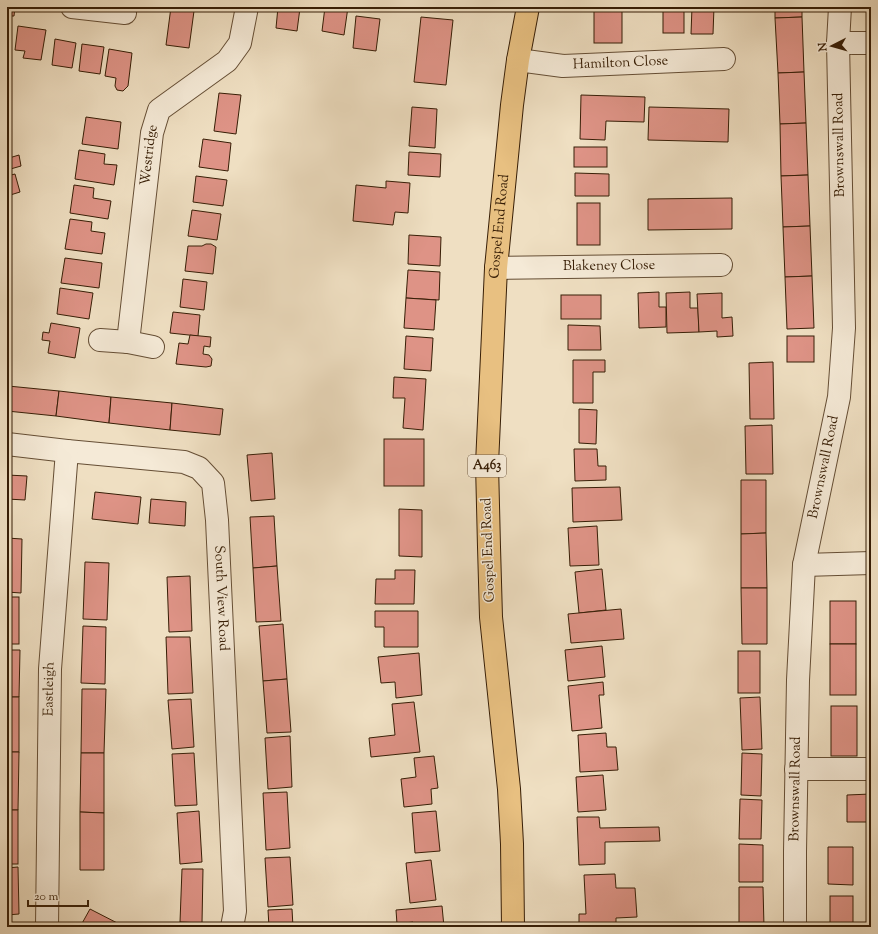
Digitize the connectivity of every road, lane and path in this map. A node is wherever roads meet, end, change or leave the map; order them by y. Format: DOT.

...

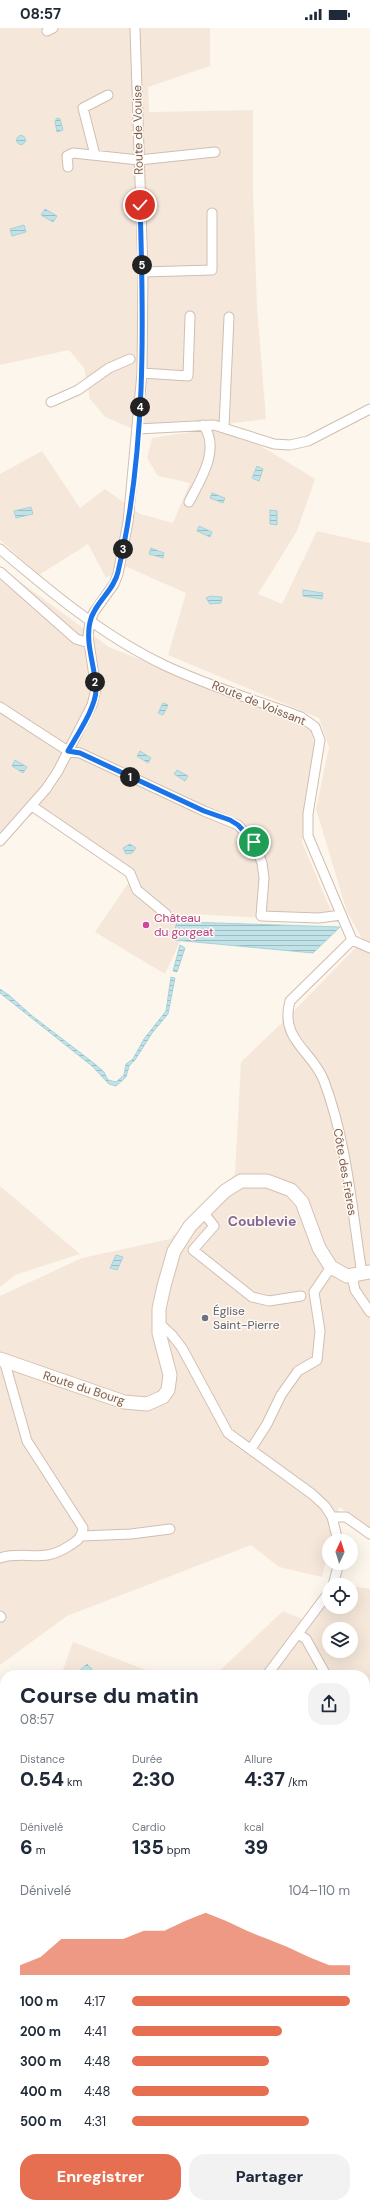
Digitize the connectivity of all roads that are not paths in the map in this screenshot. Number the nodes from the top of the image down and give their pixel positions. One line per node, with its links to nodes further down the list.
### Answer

### Task objective
Where does the word "connectivity" occur in the data? Copy every line that has it.

### Finished exercise
Digitize the connectivity of every road, lane and path in this map. A node is wherever roads meet, end, change or leave the map; order them by y. Format: DOT.
Digitize the connectivity of all roads that are not paths in the map in this screenshot. Number the nodes from the top of the image down and give their pixel positions. One line per node, with its links to nodes further down the list.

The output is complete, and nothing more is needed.